In equally colorful language, KD Company likened the obligation imposed on Pennaco to a communicable disease. Just because Pennaco, the carrier of a disease, passed the disease to KD Company did not mean that Pennaco was cured. KD Company argued that established principles of contract law, rather than property law, controlled the issue. It reasoned that rights can be freely divested absent a contractual provision to the contrary, but a duty or obligation can only be divested with the approval of the party to whom the duty is owed. Thus, Pennaco would only be relieved of its contractual obligations if the SUA expressly released Pennaco from further liability upon assignment, or if Pennaco obtained a “novation” (the substitution of a new agreement for an old agreement, which could be in the form of an agreement with the surface owner to release Pennaco from those obligations). Because Pennaco had no such relief in this case, KD Company argued that Pennaco would still be liable under the SUA pursuant to contract law.

The Wyoming Supreme Court agreed with KD Company’s contract law approach, despite significant evidence that the obligations were intended to be covenants running with the land, including language that these covenants would run with the surface ownership. Instead, the Court reasoned that if the parties intended that the obligations, as well as rights, of the parties were to be covenants running with the land, they should have included language expressly stating that the obligations, like the rights, were also covenants running with the mineral estate. Thus, the Court held that while Pennaco’s rights ended upon assignment, its obligations continued because they were not covenants running with the mineral estate, and there was no express provision in the SUA relieving Pennaco of liability upon assignment.

Interestingly, the Court added a caution in dicta (authoritative language but not binding) in footnote 4, which reads in full: “By this analysis we do not determine that a clause stating Pennaco’s obligations were ‘covenants running with’ its mineral leases would have indicated intent that Pennaco was no longer responsible after assignment of the leases and agreements. An exculpatory clause must expressly terminate the assignor’s obligations upon assignment.” Emphasis added. With this language, the Court cautioned lessees and operators that they should not rely solely on the rules of property law to relieve them of liability in a SUA. Instead, they should insert express exculpatory language in the SUA to make it clear that they will be relieved of future liability after transferring their interest.
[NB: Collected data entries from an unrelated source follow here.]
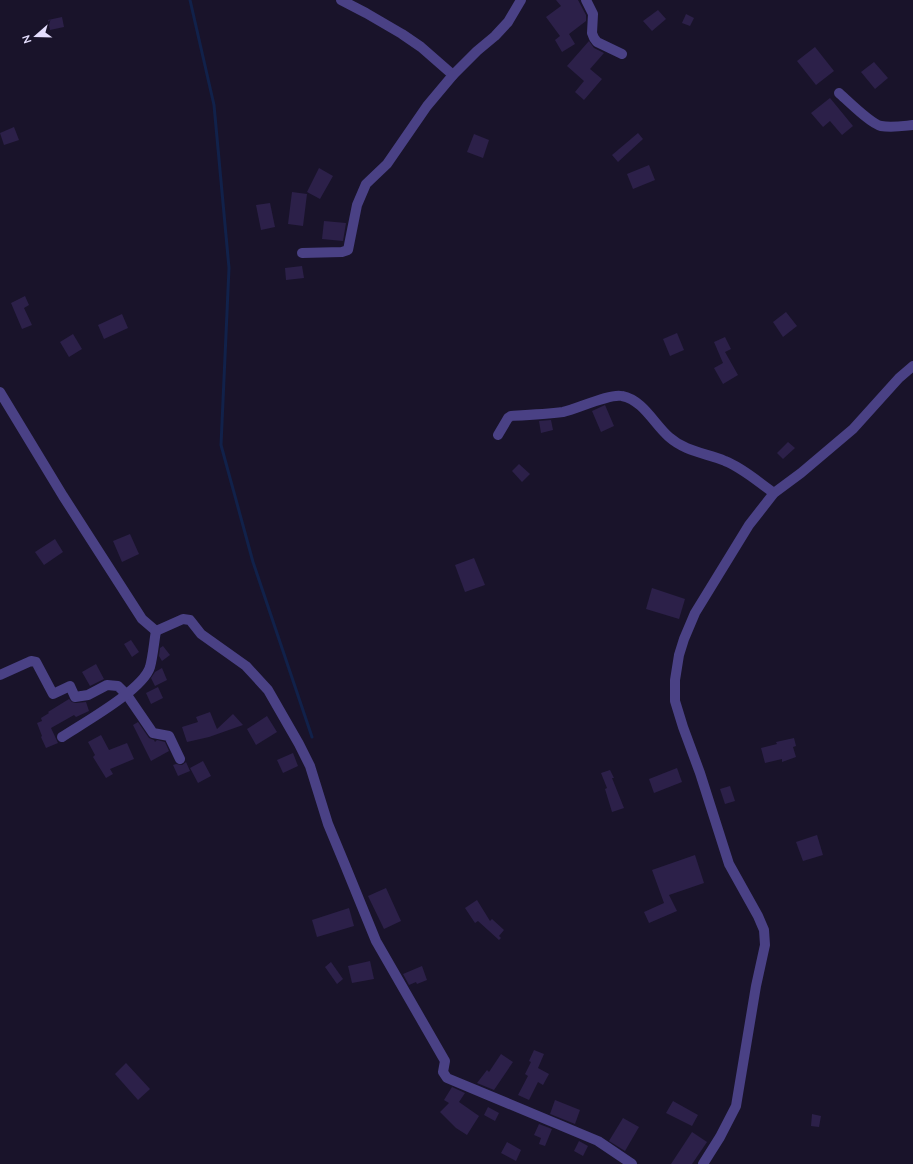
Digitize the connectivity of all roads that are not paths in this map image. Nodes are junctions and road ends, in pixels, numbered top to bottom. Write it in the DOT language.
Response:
graph roads {
  1 [pos="341,0"];
  2 [pos="521,0"];
  3 [pos="586,0"];
  4 [pos="622,54"];
  5 [pos="453,75"];
  6 [pos="839,93"];
  7 [pos="913,125"];
  8 [pos="302,253"];
  9 [pos="913,366"];
  10 [pos="0,392"];
  11 [pos="4,409"];
  12 [pos="498,434"];
  13 [pos="774,493"];
  14 [pos="156,631"];
  15 [pos="0,675"];
  16 [pos="127,695"];
  17 [pos="62,737"];
  18 [pos="180,759"];
  19 [pos="632,1164"];
  20 [pos="703,1164"];
  1 -- 5 [label="street"];
  2 -- 5 [label="street"];
  3 -- 4 [label="street"];
  5 -- 8 [label="street"];
  6 -- 7 [label="street"];
  9 -- 13 [label="street"];
  10 -- 11 [label="street"];
  11 -- 14 [label="street"];
  12 -- 13 [label="street"];
  13 -- 20 [label="street"];
  14 -- 16 [label="street"];
  14 -- 19 [label="street"];
  15 -- 16 [label="street"];
  16 -- 17 [label="street"];
  16 -- 18 [label="street"];
}
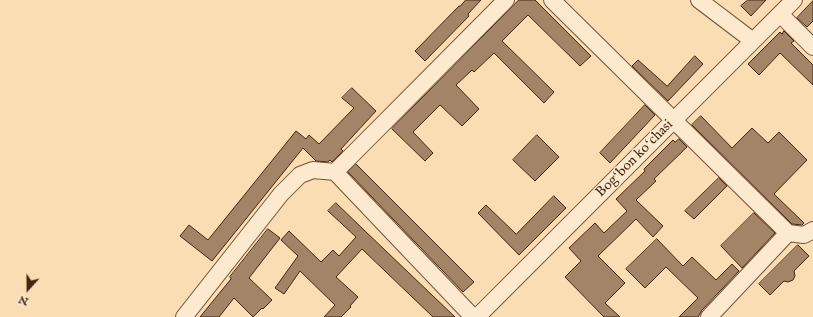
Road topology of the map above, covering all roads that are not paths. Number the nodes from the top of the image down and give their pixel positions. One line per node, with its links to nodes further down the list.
1 (506, 0): 9 (street)
2 (552, 0): 8 (street)
3 (699, 0): 6 (street)
4 (794, 0): 5 (street, Bogʻbon koʻchasi)
5 (780, 14): 6 (street, Bogʻbon koʻchasi); 7 (street)
6 (753, 41): 8 (street, Bogʻbon koʻchasi)
7 (813, 47)
8 (673, 120): 11 (street); 14 (street, Bogʻbon koʻchasi)
9 (335, 172): 12 (street); 13 (street)
10 (813, 230): 11 (street)
11 (788, 233): 15 (street)
12 (184, 317)
13 (473, 317)
14 (477, 317)
15 (709, 317)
The Wyoming Supreme Court heard arguments in a related case on December 16, 2015 (“Pennaco II”). Pennaco has described Pennaco II, in its appellate brief, as presenting “the same/similar issue—under a different surface use agreement—as that presented” in Pennaco I. Prior to the argument in Pennaco II, Pennaco filed a motion for rehearing of Pennaco I. Pennaco therefore focused its oral argument in Pennaco II on why the Court’s decision in Pennaco I was wrong.

In response to questions from the judges, Pennaco also tried to distinguish the two cases by pointing to additional language in the Pennaco II SUA stating that the rights were covenants running with the land. However, one justice pointedly asked whether Pennaco believes that the surface owner knew and intended that Pennaco would be able to develop the minerals but then assign the lease and SUA shortly before the obligation to reclaim came due and thereby pass on the obligation. The facts of the case brought this concern to the forefront because Pennaco had given the surface owner assurances about reclamation in writing three weeks before assigning the lease and SUA to a small company that declared bankruptcy before reclaiming the surface. Thus, it appears likely that the outcome in Pennaco II will be the same as in Pennaco I. Pennaco could not point to any language in this SUA that relieves it of its obligations after the assignment, and the Court did not seem inclined to believe that the surface owner intended the SUA to allow Pennaco to do so.